● **Your objective**
Scan the lines below for the string "Hoover" and copy every one that has it.

Top of Exercise materials

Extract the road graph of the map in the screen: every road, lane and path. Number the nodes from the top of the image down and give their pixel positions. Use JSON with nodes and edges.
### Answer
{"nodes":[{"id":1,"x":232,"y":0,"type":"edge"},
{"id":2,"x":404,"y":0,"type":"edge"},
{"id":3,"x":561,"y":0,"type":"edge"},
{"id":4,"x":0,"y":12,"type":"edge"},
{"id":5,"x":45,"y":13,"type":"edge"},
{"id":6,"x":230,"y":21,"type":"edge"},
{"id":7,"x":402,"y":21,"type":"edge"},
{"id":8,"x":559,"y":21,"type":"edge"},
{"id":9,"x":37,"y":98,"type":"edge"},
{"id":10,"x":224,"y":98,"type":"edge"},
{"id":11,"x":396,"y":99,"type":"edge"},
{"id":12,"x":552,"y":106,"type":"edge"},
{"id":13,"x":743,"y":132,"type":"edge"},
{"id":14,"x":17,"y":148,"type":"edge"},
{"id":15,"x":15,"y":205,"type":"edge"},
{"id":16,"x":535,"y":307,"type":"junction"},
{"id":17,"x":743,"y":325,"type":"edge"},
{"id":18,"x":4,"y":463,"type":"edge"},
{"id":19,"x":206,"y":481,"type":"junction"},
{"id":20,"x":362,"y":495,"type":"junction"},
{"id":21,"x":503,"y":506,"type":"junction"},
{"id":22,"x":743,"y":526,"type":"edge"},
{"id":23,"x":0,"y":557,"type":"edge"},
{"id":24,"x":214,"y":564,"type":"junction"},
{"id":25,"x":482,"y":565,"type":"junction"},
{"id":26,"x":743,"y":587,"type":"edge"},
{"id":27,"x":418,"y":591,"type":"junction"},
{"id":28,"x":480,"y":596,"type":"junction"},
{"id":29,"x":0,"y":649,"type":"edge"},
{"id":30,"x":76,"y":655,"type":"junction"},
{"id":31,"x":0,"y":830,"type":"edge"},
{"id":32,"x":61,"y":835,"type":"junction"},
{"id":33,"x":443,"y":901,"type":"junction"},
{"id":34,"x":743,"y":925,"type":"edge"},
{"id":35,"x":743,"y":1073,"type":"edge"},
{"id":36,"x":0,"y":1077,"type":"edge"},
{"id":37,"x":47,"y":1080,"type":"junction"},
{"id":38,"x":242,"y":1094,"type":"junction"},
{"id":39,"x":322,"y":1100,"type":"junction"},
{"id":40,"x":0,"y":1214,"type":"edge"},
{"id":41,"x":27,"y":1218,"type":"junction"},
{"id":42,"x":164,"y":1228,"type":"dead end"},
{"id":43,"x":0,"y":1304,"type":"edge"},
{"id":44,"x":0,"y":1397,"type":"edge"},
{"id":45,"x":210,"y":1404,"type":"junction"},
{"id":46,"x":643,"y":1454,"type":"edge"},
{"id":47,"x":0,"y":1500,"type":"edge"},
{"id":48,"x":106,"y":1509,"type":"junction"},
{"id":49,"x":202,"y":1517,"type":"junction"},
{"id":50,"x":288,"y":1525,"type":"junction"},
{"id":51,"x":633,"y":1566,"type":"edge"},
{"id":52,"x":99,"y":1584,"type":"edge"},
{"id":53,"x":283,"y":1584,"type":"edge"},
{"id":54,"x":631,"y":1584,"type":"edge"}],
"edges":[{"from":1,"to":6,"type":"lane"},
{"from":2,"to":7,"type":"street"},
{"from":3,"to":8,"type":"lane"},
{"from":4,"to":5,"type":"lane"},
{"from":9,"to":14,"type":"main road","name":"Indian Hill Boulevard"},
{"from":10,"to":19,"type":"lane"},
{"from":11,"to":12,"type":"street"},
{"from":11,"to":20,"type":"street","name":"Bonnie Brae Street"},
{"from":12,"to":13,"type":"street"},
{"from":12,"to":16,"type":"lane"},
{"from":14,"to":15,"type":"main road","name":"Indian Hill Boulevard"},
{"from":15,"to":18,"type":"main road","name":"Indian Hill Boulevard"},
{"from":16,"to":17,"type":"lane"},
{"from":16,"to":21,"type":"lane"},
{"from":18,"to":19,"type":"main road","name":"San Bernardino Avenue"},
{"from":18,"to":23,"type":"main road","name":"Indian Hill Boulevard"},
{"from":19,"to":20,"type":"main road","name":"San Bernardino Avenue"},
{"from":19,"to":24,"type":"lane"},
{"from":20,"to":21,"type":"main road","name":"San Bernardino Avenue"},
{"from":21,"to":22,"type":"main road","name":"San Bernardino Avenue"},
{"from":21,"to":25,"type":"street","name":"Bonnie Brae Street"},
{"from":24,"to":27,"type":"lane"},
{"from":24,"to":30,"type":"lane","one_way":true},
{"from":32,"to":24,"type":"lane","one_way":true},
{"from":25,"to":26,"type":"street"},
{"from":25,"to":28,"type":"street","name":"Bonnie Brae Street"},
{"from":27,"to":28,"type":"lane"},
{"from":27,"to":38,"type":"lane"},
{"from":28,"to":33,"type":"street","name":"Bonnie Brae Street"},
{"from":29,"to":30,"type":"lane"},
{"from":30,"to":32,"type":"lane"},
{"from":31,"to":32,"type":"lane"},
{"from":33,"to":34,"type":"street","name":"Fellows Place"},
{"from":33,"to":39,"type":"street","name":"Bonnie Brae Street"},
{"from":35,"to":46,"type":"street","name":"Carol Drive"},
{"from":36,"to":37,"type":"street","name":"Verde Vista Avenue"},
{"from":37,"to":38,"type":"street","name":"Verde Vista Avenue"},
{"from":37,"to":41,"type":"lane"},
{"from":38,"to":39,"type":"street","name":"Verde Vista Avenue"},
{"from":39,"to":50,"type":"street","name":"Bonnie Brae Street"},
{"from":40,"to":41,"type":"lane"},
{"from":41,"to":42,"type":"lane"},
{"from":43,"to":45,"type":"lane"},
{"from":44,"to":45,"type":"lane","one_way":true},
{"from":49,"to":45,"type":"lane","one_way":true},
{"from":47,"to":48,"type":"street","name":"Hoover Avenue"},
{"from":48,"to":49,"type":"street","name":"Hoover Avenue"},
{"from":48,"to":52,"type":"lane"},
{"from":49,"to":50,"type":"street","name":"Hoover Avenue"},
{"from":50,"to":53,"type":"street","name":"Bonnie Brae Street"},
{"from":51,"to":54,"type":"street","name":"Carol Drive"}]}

Bottom of Exercise materials

● **Response to the task**
{"from":47,"to":48,"type":"street","name":"Hoover Avenue"},
{"from":48,"to":49,"type":"street","name":"Hoover Avenue"},
{"from":49,"to":50,"type":"street","name":"Hoover Avenue"},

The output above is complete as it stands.